Improvement of Non-motor Symptoms and Quality of Life After Deep Brain Stimulation for Refractory Dystonia: A 1-Year Follow-Up

2021 
Introduction: Deep brain stimulation (DBS) is a treatment option for refractory dystonia's motor symptoms, while its non-motor symptoms (NMS) have been less systematically assessed. We aimed to describe the effects of DBS on NMS in refractory generalized inherited/idiopathic dystonia prospectively.
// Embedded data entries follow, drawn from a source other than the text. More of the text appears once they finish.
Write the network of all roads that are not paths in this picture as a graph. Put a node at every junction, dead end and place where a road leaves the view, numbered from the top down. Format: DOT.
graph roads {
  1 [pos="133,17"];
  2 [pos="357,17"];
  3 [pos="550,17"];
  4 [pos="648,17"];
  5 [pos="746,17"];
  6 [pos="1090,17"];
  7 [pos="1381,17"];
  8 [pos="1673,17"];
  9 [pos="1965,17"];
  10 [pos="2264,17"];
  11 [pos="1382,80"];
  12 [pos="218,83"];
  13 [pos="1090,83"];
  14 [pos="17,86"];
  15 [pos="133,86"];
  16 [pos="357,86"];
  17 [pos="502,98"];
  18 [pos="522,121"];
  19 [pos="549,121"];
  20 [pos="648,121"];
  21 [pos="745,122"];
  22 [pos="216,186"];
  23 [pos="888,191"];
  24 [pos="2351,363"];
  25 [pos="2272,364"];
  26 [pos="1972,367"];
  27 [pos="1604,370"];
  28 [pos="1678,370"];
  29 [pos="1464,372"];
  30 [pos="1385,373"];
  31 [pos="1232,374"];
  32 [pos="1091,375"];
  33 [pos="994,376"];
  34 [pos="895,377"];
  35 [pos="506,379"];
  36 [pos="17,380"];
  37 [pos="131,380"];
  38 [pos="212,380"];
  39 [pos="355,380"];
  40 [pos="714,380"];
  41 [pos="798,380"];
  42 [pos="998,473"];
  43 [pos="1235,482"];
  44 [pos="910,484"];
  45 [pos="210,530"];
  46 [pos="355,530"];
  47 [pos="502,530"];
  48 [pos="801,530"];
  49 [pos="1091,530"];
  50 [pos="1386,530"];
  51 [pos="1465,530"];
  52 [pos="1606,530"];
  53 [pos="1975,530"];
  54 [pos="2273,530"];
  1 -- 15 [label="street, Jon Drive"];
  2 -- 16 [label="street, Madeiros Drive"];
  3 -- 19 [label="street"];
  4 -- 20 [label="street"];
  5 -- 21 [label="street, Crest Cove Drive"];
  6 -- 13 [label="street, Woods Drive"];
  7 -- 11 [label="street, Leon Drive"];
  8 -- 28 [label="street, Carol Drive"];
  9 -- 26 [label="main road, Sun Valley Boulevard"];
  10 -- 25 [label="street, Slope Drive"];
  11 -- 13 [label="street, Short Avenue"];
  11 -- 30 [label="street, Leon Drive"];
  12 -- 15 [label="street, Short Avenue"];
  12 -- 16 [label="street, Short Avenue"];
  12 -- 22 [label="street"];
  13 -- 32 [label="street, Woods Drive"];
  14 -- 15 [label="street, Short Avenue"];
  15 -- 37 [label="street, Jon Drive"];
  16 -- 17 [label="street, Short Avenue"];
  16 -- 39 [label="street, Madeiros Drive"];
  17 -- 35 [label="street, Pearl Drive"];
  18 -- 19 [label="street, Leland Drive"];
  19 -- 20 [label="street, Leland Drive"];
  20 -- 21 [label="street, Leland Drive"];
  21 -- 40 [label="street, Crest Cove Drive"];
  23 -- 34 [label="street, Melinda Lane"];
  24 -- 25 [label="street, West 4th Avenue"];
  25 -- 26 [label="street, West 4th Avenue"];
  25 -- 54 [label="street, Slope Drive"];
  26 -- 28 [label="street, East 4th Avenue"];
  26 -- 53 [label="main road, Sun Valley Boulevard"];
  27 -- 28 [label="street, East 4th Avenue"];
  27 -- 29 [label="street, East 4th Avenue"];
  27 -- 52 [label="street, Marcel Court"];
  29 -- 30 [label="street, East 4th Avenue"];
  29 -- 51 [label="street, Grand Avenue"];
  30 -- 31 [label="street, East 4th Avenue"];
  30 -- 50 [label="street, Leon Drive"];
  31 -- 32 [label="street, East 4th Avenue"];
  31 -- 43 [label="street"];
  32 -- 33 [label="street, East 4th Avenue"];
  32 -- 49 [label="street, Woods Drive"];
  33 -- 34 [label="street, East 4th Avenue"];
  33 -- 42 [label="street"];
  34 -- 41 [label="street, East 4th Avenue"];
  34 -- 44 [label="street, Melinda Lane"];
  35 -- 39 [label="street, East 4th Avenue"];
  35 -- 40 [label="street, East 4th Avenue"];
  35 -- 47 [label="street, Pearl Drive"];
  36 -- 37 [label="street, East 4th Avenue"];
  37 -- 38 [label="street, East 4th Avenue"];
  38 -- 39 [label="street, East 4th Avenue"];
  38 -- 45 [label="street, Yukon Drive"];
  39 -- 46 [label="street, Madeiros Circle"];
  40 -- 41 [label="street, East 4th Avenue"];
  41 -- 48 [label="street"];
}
Methods: We evaluated patients before and 1 year after DBS surgery and applied the following scales: Burke-Fahn-Marsden Rating Scale (BFMRS), NMS Scale for Parkinson's Disease (NMSS-PD), Parkinson's Disease Questionnaire-8, short-form Brief Pain Inventory (BPI), Neuropathic Pain Symptom Inventory (NPSI), and short-form McGill Pain Questionnaire (MPQ). Results: Eleven patients (38.35 ± 11.30 years) underwent surgery, all with generalized dystonia. Motor BFMRS subscore was 64.36 ± 22.94 at baseline and 33.55 ± 17.44 1 year after DBS surgery (47.9% improvement, p = 0.003). NMSS-PD had a significant change 12 months after DBS, from 70.91 ± 59.07 to 37.18 ± 55.05 (47.5% improvement, p = 0.013). NMS changes were mainly driven by changes in the gastrointestinal (p = 0.041) and miscellaneous domains (p = 0.012). Seven patients reported chronic pain before DBS and four after it. BPI's severity and interference scores were 4.61 ± 2.84 and 4.12 ± 2.67, respectively, before surgery, and 2.79 ± 2.31 (0.00-6.25) and 1.12 ± 1.32 (0.00-3.00) after, reflecting a significant improvement (p = 0.043 and p = 0.028, respectively). NPSI score was 15.29 ± 13.94 before, while it was reduced to 2.29 ± 2.98 afterward (p = 0.028). MPQ's total score was 9.00 ± 3.32 before DBS, achieving 2.71 ± 2.93 after (p = 0.028). Conclusions: DBS improves NMS in generalized inherited/idiopathic dystonia, including chronic pain.